→ INFORMATION
◇ ◇ ◇

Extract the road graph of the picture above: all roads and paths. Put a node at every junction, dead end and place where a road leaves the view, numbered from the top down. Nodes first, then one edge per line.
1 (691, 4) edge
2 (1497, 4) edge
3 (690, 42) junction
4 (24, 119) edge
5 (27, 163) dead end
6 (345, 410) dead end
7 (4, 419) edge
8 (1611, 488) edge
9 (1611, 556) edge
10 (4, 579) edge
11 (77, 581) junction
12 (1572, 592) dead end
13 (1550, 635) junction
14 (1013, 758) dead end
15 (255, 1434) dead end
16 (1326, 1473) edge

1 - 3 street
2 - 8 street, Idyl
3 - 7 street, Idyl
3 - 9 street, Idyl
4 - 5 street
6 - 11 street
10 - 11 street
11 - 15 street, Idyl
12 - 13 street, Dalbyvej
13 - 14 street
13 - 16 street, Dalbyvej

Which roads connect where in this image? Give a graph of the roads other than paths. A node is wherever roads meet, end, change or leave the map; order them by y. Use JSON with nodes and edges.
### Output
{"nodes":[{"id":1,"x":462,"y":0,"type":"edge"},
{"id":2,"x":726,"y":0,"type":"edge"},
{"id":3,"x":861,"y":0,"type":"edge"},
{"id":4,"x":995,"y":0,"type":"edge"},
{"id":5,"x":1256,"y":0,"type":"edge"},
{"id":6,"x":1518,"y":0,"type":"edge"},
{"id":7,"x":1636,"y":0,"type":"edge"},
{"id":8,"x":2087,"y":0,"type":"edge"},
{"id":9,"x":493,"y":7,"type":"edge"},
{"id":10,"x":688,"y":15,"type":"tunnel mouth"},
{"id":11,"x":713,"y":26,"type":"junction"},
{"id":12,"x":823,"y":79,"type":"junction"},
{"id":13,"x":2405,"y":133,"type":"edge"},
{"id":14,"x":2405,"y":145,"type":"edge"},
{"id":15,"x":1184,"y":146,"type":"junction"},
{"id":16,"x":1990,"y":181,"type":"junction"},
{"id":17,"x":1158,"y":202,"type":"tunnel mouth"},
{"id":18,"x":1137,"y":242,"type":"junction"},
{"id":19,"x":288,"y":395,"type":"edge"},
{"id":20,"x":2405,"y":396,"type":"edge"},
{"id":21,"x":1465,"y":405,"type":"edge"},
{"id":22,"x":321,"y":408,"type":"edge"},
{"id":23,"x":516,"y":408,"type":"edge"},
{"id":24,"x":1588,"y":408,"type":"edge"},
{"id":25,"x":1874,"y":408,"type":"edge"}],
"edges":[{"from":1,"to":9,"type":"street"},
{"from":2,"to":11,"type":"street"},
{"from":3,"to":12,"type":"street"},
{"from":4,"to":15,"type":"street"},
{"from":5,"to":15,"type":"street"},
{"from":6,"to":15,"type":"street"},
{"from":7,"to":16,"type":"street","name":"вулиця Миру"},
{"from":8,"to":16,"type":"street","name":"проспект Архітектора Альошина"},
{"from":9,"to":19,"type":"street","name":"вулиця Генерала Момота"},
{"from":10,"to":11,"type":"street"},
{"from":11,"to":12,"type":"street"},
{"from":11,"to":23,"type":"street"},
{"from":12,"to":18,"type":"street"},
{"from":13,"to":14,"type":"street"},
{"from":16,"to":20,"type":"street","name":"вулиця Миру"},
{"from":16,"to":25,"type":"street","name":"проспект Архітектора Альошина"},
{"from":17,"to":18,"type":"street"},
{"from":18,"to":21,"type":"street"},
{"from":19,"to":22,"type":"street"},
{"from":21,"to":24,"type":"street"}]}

◇ ◇ ◇

→ EXERCISE INSTRUCTIONS
Return every line from the records above that holds the word "edges".

→ TASK RESULT
Which roads connect where in this image? Give a graph of the roads other than paths. A node is wherever roads meet, end, change or leave the map; order them by y. Use JSON with nodes and edges.
"edges":[{"from":1,"to":9,"type":"street"},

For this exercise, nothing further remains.